Speech transcription is the problem of converting speech into written text. First of all, input sound data must be transformed into numbers. Sound waves’ amplitude is measured at discrete points equally-spaced in time. This procedure, called sampling, outputs a long array of numerical values.
When feeding this raw signal to a ML model, finding regularities in the data is a difficult task. People speak differently and at varying speeds. And this results in single words being encoded by very different signals.
If the signal is processed using fourier transforms, an important gain in accuracy can be achieved. Fourier analysis break apart one complex sound wave into multiple simple components. A sample sound wave looks as follows:
This sound wave can be decomposed into multiple sine waves of different frequencies. That is, it can be represented as the addition of different sine waves.
First, samples in the raw signal are broken into short time intervals. Then, Fourier transform is applied per temporal segment. Below is the Fourier transform of one segment.
And the following the Fourier transforms of the multiple segments attached together. Each segment is one column, and time moves forward left to right. This is called a spectrogram.

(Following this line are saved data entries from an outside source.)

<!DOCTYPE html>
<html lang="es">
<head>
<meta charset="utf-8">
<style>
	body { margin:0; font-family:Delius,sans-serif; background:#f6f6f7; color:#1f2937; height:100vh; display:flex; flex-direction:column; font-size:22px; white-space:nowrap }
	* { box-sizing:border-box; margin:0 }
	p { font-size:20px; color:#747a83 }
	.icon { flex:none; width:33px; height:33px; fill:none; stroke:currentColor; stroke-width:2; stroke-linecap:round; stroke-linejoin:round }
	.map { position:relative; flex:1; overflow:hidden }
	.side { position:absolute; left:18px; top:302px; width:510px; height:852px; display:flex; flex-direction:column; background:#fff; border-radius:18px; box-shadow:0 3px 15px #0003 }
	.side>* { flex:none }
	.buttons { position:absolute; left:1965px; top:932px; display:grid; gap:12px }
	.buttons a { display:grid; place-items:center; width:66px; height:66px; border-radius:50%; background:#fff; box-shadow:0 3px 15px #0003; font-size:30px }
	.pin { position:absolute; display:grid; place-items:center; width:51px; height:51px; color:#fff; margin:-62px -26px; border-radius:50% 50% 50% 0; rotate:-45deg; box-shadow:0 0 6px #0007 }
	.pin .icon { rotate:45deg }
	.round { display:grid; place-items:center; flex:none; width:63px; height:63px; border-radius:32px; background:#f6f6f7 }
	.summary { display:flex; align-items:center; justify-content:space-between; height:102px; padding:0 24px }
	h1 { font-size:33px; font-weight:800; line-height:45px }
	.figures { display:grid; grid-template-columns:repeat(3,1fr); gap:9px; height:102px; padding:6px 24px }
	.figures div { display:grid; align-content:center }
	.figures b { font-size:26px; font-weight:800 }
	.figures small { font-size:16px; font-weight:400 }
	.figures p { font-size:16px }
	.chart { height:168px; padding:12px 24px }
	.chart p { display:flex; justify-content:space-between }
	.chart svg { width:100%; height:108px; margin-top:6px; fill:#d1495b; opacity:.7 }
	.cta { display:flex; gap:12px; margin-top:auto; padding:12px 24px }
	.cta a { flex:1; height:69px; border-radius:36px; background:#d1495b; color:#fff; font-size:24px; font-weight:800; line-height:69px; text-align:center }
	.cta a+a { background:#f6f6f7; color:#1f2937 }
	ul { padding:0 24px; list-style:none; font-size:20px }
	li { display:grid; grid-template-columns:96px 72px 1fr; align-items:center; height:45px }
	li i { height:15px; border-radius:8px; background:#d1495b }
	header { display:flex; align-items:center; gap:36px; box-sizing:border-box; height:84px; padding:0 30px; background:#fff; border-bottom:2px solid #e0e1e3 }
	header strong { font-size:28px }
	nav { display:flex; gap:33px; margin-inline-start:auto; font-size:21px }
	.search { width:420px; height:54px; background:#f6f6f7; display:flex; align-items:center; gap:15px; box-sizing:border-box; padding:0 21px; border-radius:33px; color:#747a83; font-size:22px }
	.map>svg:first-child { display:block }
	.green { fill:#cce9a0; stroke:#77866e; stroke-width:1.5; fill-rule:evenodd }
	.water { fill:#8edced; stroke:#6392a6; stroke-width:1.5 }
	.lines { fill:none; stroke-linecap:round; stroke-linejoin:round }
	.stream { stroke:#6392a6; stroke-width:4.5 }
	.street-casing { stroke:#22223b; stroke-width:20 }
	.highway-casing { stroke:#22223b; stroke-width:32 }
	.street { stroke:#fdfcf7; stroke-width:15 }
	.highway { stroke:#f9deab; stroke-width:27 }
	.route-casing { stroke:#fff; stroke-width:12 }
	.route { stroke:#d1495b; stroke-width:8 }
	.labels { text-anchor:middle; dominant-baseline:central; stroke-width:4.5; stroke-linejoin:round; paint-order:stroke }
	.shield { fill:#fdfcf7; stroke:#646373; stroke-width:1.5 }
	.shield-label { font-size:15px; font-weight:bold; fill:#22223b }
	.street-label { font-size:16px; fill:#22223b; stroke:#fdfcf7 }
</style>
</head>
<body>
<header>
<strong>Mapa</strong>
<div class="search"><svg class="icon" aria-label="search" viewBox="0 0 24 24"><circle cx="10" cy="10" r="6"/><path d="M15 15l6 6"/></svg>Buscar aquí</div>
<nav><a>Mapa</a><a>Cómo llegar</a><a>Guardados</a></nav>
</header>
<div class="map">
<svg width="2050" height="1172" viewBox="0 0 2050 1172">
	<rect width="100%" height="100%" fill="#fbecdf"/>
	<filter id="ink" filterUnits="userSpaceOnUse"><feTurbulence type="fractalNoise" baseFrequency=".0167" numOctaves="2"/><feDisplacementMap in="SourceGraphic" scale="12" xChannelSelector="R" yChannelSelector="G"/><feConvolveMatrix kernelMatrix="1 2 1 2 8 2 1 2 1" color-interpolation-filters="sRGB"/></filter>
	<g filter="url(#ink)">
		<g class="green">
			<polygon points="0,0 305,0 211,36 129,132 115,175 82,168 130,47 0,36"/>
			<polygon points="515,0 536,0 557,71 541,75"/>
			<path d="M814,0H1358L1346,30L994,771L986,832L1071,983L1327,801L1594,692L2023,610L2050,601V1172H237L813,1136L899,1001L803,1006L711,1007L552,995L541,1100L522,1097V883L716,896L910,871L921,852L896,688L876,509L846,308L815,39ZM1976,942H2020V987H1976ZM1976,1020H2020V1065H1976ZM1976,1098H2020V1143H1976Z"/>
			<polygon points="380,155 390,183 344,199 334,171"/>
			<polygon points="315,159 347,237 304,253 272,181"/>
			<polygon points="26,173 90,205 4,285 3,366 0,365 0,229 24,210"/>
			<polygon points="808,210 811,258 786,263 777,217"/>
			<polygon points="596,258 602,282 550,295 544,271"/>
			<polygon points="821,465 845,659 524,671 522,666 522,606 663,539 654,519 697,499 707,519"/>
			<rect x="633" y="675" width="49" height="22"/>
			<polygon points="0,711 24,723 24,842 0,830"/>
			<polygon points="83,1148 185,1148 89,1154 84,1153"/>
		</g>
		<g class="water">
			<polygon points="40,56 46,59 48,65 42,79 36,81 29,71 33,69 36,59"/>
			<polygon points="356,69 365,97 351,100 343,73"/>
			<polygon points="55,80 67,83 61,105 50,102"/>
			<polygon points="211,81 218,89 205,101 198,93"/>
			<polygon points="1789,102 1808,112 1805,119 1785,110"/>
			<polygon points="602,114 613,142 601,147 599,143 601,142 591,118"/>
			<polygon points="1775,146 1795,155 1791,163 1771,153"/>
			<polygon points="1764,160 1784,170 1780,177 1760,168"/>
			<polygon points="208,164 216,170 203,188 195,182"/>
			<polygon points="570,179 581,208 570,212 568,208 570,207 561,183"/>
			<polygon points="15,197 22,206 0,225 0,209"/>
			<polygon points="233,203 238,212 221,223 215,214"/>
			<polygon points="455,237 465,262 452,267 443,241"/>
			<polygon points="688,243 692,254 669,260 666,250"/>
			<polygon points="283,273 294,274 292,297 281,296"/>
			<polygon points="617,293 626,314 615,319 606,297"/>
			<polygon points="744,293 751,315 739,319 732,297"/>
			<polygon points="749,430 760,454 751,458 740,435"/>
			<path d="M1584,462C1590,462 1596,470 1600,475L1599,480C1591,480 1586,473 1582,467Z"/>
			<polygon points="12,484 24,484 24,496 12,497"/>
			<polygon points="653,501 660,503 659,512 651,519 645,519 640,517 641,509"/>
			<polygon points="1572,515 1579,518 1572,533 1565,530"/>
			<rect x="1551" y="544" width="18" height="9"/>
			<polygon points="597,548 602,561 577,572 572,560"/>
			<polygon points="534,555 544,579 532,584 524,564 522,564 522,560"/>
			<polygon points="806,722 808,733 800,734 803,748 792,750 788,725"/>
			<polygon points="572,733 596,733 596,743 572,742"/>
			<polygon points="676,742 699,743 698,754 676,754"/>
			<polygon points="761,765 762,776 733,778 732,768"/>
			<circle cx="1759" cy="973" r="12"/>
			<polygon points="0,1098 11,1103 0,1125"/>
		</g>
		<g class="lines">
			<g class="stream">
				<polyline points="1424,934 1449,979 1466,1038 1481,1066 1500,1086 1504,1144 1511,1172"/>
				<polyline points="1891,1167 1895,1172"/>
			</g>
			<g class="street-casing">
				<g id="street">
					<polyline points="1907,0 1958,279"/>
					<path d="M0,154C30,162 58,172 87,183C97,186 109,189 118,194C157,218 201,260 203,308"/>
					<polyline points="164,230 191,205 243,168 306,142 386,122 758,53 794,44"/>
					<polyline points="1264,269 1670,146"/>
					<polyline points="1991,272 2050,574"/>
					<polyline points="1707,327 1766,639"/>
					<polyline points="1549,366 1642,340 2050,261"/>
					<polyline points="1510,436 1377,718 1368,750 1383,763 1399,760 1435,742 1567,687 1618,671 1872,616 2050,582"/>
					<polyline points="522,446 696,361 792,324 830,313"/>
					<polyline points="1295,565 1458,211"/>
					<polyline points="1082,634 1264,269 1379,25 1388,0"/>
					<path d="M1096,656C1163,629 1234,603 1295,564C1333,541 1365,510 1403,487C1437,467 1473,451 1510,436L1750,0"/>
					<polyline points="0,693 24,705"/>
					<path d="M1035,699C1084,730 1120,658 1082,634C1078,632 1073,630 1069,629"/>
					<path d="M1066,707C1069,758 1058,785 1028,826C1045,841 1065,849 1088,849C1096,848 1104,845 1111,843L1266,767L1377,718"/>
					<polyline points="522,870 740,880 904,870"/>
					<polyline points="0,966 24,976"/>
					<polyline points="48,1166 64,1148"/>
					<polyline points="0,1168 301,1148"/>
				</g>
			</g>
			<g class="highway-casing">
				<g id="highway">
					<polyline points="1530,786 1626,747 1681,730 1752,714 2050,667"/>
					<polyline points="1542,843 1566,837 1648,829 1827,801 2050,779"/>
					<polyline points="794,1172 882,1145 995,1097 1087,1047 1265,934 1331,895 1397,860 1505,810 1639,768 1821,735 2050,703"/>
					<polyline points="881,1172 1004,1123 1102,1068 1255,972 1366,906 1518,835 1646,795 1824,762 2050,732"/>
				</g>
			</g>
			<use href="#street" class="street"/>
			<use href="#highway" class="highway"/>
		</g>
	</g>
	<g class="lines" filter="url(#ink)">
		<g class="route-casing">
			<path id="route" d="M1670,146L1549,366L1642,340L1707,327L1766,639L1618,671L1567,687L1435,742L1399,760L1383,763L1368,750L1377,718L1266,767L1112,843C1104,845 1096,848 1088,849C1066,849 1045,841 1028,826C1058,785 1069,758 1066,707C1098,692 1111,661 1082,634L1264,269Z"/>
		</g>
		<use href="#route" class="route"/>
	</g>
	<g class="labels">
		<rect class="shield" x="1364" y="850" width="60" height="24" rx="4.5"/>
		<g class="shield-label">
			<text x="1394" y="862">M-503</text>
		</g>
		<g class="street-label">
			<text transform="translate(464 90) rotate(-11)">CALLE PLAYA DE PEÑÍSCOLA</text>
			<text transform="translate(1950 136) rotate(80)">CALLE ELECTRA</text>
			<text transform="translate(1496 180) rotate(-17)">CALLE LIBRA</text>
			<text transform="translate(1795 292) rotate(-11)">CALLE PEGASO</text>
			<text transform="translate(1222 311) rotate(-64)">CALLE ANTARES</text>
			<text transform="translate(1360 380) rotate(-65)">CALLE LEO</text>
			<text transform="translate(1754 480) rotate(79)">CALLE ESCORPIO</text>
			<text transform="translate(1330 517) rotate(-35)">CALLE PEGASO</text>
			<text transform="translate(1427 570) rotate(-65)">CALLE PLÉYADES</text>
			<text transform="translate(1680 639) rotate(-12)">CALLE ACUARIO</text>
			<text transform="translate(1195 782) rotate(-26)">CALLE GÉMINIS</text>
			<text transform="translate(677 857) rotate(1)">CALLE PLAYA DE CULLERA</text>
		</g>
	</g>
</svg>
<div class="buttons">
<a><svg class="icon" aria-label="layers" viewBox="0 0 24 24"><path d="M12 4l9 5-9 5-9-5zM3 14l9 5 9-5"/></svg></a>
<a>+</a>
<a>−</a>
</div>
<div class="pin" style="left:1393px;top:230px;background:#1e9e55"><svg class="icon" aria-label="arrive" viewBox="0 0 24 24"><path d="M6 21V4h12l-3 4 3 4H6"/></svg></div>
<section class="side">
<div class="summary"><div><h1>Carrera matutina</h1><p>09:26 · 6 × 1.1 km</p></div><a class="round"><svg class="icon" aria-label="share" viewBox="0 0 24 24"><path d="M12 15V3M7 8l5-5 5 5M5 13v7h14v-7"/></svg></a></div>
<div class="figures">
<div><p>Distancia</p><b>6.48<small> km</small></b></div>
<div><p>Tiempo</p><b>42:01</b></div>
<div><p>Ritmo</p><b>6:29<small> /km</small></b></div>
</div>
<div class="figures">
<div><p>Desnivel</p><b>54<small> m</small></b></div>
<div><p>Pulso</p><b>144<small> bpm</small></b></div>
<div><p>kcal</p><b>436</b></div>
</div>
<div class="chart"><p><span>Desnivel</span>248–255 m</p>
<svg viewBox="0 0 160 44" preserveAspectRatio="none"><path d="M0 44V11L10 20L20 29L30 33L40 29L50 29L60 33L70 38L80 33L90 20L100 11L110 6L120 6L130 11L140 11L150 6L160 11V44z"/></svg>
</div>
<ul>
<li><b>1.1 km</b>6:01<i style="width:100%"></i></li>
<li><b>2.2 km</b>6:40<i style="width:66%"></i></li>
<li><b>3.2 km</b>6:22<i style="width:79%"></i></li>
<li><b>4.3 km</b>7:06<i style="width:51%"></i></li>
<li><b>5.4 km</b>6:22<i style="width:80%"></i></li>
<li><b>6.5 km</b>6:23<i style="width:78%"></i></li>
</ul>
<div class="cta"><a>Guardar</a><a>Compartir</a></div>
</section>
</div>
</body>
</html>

In a spectogram, one can much more easily find patterns and make out different sounds from each other. For example, different vowels such as 'a' and 'o' are characterized by different frequencies. Sounds which require closing our lips have characteristic patterns (p and b) and so on.
By feeding in this data representation instead of the raw signal machine learning models are better able to recognize patterns. Best machine learning models for this task are recurrent neural networks, and hierarchical hidden markov models.
#3. Classification problem for the 2010 KDD Cup
The task consisted on predicting student test performance based on past behavior. Winners of the competition created millions of binary features by binarization and discretization techniques, and then applied simple linear models. Check the paper here.
#4. Binary classification with kernels.
The kernel trick is a very important method of modifying the data representation. The idea is to introduce non-linearity in a machine learning model. In this case, the complex features are not calculated explicitly. By exploiting the inner product properties, one can implicitly work in the space induced by a non-linear function φ, saving computational cost.
Pairwise inner products of the input are computed by means of a kernel function k: k(c1, c2) = φ(c1)Tφ(c2). Predictions can then be computed in terms of them. Radial basis function is one of the most common kernel functions. By applying the kernel trick, simple, linear methods such as SVM or logistic regression can perform way better in classification tasks. Recall that SVM technique seeks an hyperplane for separating two classes as described here. When linearly nonseparable data is mapped to a feature space of higher dimensions, SVM has an easier time finding the hyperplane.
Feature selection vs feature extraction vs feature engineering vs feature learning
Feature selection is essential when creating the dataset. The subset of most relevant features can be automatically chosen by ranking feature scores or by trial & error over feature subsets. However, features must be created beforehand.
Feature extraction applies automatic methods (PCA, DSP methods, etc) for constructing new features (typically from large raw datasets, such as pixels or words).
Feature engineering (sometimes called feature construction) deals with the manual construction of features from raw data. This requires most of the time and thinking to extract features that suit the underlying problem, starting by understanding it.
The newer approach of feature learning tries to construct those features automatically, for example deep learning can learn abstract representations of features.